* **ASSIGNMENT**: Copy the result of filtering the entries below for lines that include the string "leaves".

[Collected data entries]
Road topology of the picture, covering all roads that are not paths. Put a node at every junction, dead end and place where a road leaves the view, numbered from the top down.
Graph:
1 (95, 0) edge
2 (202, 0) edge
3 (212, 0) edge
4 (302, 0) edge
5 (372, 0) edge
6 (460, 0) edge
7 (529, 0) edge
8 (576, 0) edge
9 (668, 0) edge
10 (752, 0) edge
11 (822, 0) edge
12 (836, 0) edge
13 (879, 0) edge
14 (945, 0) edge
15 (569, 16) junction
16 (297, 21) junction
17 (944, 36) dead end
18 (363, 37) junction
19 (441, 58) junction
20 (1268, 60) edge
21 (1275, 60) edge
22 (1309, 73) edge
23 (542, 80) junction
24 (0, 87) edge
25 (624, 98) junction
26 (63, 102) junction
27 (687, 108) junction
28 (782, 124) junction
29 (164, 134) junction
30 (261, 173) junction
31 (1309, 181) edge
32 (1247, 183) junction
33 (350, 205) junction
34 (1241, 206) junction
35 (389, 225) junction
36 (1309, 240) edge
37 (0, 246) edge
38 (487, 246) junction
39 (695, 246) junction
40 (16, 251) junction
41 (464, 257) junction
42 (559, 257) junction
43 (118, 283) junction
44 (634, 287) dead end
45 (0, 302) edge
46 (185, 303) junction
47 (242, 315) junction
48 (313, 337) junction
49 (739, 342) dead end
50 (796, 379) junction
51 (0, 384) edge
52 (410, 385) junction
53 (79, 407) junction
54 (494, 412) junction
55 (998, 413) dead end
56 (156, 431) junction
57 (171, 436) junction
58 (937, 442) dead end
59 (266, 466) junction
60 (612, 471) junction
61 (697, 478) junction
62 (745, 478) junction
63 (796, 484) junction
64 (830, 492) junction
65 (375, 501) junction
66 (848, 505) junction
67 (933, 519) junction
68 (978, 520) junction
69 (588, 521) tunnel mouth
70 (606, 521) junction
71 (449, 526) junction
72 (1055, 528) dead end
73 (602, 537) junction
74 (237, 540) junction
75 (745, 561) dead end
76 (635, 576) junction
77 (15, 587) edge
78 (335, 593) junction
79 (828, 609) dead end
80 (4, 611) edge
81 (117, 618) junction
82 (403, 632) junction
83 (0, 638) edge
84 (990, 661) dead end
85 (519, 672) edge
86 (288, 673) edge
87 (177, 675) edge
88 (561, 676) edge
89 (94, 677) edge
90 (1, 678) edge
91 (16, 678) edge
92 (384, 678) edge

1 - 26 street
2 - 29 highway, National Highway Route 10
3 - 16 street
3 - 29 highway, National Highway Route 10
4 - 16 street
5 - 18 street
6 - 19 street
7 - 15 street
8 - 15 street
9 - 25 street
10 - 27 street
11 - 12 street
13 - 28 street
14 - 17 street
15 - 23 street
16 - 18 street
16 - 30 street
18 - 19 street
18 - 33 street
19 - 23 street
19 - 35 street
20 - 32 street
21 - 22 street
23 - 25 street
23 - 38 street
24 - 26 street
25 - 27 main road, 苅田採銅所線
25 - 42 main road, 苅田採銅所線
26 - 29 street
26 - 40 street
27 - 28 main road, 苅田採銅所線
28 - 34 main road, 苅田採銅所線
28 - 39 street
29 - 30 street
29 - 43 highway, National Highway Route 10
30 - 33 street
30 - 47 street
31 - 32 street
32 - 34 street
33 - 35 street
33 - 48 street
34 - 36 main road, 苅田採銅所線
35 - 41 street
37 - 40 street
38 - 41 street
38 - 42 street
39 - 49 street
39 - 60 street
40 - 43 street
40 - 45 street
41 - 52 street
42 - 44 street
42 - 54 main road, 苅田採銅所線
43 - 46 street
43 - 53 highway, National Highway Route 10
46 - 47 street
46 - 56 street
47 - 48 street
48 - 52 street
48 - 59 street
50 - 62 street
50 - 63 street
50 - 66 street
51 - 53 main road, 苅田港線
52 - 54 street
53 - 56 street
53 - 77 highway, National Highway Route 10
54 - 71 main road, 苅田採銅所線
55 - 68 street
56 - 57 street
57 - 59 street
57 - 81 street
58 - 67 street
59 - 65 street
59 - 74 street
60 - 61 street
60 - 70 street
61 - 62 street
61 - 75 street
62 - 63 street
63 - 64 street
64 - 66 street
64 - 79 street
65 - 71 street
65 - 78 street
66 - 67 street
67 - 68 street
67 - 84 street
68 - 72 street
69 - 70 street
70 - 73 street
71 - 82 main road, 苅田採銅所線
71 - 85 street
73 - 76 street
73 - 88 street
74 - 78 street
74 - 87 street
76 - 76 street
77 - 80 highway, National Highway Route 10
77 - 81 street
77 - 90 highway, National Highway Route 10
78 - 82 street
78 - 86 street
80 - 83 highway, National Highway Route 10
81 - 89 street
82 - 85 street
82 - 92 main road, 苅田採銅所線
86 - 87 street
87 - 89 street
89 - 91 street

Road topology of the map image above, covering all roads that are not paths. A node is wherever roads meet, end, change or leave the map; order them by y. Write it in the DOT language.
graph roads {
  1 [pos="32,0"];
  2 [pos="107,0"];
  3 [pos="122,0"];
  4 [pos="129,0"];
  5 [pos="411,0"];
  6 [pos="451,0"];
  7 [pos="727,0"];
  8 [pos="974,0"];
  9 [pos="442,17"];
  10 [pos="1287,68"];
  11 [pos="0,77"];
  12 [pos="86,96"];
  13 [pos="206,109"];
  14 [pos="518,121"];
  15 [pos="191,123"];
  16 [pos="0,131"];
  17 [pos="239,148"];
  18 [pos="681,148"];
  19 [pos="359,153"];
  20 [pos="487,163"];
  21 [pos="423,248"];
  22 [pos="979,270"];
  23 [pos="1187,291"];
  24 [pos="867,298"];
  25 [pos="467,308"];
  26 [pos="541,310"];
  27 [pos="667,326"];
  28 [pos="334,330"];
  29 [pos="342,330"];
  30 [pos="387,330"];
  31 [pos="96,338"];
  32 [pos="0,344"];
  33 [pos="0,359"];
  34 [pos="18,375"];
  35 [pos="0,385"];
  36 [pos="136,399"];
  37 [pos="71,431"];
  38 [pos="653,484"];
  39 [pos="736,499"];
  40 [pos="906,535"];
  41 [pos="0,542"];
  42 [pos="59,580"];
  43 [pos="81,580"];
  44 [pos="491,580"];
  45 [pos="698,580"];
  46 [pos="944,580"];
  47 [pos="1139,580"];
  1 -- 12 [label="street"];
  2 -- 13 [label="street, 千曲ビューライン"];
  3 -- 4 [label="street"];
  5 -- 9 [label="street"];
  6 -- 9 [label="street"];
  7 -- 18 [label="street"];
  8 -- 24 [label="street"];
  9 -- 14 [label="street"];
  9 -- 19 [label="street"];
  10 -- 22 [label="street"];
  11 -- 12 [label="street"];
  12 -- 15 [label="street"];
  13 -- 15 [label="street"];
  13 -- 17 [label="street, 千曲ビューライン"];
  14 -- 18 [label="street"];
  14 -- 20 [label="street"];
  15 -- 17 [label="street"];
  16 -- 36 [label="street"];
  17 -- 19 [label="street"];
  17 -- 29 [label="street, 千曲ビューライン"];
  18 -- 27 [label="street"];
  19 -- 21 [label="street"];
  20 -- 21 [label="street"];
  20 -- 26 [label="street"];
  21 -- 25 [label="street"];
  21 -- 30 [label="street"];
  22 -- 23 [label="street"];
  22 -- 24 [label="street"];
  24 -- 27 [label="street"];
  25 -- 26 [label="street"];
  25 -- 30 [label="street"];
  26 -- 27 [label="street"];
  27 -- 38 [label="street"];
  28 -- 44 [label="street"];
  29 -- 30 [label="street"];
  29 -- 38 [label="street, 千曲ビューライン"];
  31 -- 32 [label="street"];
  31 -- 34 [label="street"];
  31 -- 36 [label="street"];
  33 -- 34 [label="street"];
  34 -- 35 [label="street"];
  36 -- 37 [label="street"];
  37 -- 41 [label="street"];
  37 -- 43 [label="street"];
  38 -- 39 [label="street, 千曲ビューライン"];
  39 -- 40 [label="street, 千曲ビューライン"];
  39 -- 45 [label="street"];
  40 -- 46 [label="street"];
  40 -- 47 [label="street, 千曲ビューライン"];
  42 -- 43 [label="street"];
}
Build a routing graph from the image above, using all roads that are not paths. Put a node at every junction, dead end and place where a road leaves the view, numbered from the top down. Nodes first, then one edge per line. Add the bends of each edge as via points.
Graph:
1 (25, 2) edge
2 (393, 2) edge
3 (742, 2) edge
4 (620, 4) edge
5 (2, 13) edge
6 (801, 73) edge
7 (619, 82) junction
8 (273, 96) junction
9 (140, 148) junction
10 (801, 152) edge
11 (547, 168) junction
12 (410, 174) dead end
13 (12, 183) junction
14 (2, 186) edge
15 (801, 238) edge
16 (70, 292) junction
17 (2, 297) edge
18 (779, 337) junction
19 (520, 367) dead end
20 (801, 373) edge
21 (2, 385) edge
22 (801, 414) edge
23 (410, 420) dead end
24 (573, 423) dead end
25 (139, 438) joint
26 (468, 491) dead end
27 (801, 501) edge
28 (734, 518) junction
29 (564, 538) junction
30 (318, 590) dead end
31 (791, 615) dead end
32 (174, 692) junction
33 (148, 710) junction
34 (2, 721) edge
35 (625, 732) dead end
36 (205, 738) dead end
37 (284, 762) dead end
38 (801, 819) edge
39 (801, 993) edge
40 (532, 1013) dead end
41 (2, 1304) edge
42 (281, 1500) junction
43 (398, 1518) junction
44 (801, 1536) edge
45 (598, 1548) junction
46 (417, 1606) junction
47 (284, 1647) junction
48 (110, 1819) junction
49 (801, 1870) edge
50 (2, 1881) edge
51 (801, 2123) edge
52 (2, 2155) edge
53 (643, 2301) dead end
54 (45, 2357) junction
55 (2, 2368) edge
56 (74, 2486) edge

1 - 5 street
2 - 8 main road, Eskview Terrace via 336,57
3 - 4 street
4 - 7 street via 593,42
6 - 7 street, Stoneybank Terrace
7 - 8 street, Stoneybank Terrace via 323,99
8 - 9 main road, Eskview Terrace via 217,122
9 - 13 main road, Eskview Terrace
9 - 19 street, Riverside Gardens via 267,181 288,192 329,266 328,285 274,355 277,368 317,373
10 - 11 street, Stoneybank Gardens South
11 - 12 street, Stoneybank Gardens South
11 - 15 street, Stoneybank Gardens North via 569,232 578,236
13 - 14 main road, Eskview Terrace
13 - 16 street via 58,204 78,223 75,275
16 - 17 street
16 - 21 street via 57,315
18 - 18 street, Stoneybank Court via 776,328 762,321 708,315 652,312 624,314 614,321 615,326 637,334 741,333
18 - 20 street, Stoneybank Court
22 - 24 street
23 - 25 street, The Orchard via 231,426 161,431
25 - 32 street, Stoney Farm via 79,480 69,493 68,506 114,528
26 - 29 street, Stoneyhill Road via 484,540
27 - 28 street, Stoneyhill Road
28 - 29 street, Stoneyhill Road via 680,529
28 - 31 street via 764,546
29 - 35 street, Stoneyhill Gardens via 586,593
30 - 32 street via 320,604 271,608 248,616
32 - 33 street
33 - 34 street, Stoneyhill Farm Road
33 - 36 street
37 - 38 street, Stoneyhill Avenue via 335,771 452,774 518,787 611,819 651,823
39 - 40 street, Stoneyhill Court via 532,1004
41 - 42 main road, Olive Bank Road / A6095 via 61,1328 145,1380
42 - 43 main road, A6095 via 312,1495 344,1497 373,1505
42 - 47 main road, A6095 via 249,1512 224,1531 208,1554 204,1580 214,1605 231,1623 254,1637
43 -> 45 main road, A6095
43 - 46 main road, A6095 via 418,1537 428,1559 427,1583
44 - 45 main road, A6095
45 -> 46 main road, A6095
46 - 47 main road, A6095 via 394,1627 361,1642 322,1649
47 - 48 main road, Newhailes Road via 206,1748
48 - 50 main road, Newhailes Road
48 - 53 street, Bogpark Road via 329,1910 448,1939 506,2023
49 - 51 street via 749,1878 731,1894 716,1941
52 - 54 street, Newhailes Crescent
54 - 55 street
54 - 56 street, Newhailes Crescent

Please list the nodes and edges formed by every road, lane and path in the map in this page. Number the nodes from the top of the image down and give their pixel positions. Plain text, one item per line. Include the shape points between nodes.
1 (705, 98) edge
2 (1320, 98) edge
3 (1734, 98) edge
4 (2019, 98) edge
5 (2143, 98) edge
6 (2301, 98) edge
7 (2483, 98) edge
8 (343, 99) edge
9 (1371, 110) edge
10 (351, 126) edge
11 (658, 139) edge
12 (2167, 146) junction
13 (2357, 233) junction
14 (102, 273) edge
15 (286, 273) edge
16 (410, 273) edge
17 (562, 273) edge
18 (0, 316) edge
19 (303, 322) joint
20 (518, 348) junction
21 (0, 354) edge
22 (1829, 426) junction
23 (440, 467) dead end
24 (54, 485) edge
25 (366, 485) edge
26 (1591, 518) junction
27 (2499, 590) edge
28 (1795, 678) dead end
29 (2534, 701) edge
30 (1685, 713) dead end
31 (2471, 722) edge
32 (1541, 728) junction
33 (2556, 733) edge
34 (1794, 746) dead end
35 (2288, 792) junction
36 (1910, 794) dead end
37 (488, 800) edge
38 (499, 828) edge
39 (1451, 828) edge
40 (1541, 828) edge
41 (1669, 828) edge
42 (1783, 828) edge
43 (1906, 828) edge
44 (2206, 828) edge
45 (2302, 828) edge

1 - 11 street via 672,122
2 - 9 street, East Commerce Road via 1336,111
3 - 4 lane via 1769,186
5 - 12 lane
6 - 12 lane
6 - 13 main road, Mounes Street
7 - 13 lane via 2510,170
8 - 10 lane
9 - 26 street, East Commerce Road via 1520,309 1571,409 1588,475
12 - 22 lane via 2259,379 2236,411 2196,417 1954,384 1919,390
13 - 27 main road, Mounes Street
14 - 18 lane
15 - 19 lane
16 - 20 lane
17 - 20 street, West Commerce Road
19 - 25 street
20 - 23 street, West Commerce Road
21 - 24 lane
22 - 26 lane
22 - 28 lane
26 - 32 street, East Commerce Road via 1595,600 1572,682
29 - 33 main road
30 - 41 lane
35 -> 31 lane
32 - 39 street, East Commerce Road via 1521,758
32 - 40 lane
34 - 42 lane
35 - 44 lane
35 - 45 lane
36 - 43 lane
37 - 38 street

* **OUTPUT FOR THIS EXERCISE**:
Road topology of the picture, covering all roads that are not paths. Put a node at every junction, dead end and place where a road leaves the view, numbered from the top down.
Build a routing graph from the image above, using all roads that are not paths. Put a node at every junction, dead end and place where a road leaves the view, numbered from the top down. Nodes first, then one edge per line. Add the bends of each edge as via points.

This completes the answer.